Yesterday was a bit busy in terms of non-horsey activities, so I didn`t get around to writing a post. I`m sorry.
My morning was spent riding and teaching, and then I went out for lunch with some friends before having an ice skating lesson from another friend. I don`t think I will ever understand a skaters fascination for going backwards, at speed!
Once home I had the job of designing my new book cover and then in an attempt to feel a bit more festive, despite the mild weather, it was time to decorate the tree. Of course afterwards I had to wrap a few presents so that it looked complete. And the larger parcels have the added bonus of stopping the cat climbing behind the tree!
Wrapping presents is a big puzzle to my family. A puzzle of economics. How many presents can you wrap from one roll of paper? Does changing the orientation of the box mean less paper is required? Is it worth cutting that slither off to wrap a small jewellery box sized present?
At home, my Dad takes things to a whole new level. Much to visitors` surprise, he will bring out his “second hand wrapping paper box”. Or third hand, or fourth hand… If you really dig deep you can find the thin paper that their wedding presents were wrapped in thirty five years ago!
Since I was a baby it has been drilled into me and my brother that presents aren`t ripped into, like a dog with a slipper, but rather carefully opened at the sellotape and then the present removed and the paper flattened and then folded ready for next year. It`s a Boxing Day tradition – folding up the paper. If any of the older paper has holes in, it`s not thrown away, but rather reduced in size so it can be used for a smaller present.
I`m not quite as bad as my Dad, but I still can`t bring myself to shred the paper as I open my presents, and if I think the paper is fine, then I`ll keep it for family presents. So if you get recycled paper from me, you should be honoured – you`ve reached family status!
When I was about eight, and on the verge of seeing through the Santa Claus façade, one of my stocking presents had written in the corner “To Robert, love Auntie Margaret”. There were two errors here. For one, I am not my brother, and for two, Auntie Margaret was no longer with us. So I questioned my Dad, to try and confirm my suspicions.

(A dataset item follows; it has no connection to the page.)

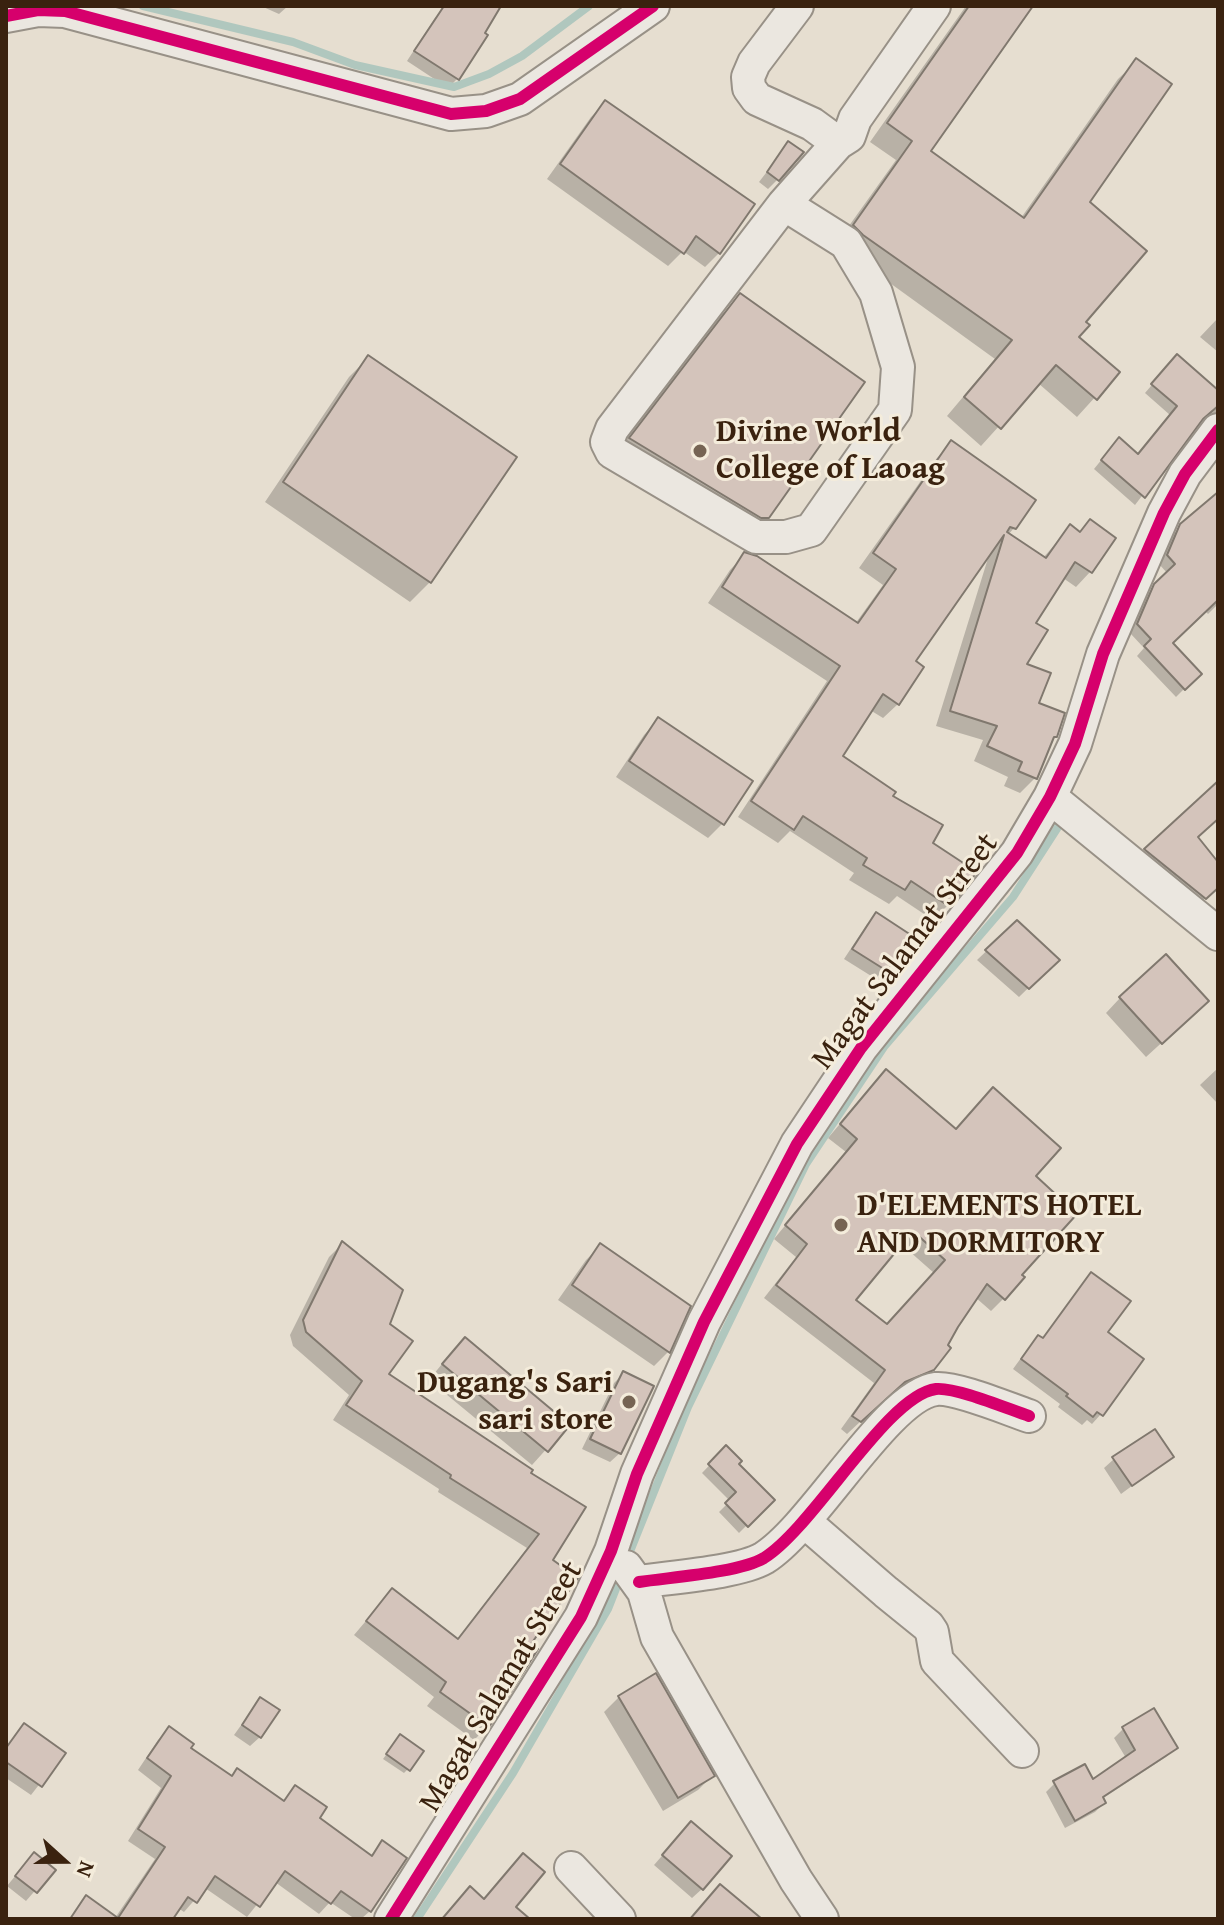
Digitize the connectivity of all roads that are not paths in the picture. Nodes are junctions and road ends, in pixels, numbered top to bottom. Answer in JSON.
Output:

Quick as a flash, he replied with, “Well Father Christmas didn`t have time to wrap them so he brought them for me to wrap for you.”
Smooth Dad, real smooth.
It kept me quiet for another year anyway.
Back to the subject of recycling wrapping paper. Years ago, it was a common sense thing, after all newspapers were recycled and old clothes were used to patch newer clothes. It was a society that got the most out of it`s resources. Now, having new things is a sign of wealth and privilege, and we`ve become a society of waste. Younger siblings more often than not get new clothes, not the hand me downs. Wrapping paper is bought by the roll and presents are wrapped excessively, only for us to throw bin liners full of paper away on Boxing Day. So perhaps sensibly recycling wrapping paper is not just economic, it`s also eco-friendly?
Does anyone else have any family traditions that are joked about by others, but in actual fact are really rather sensible?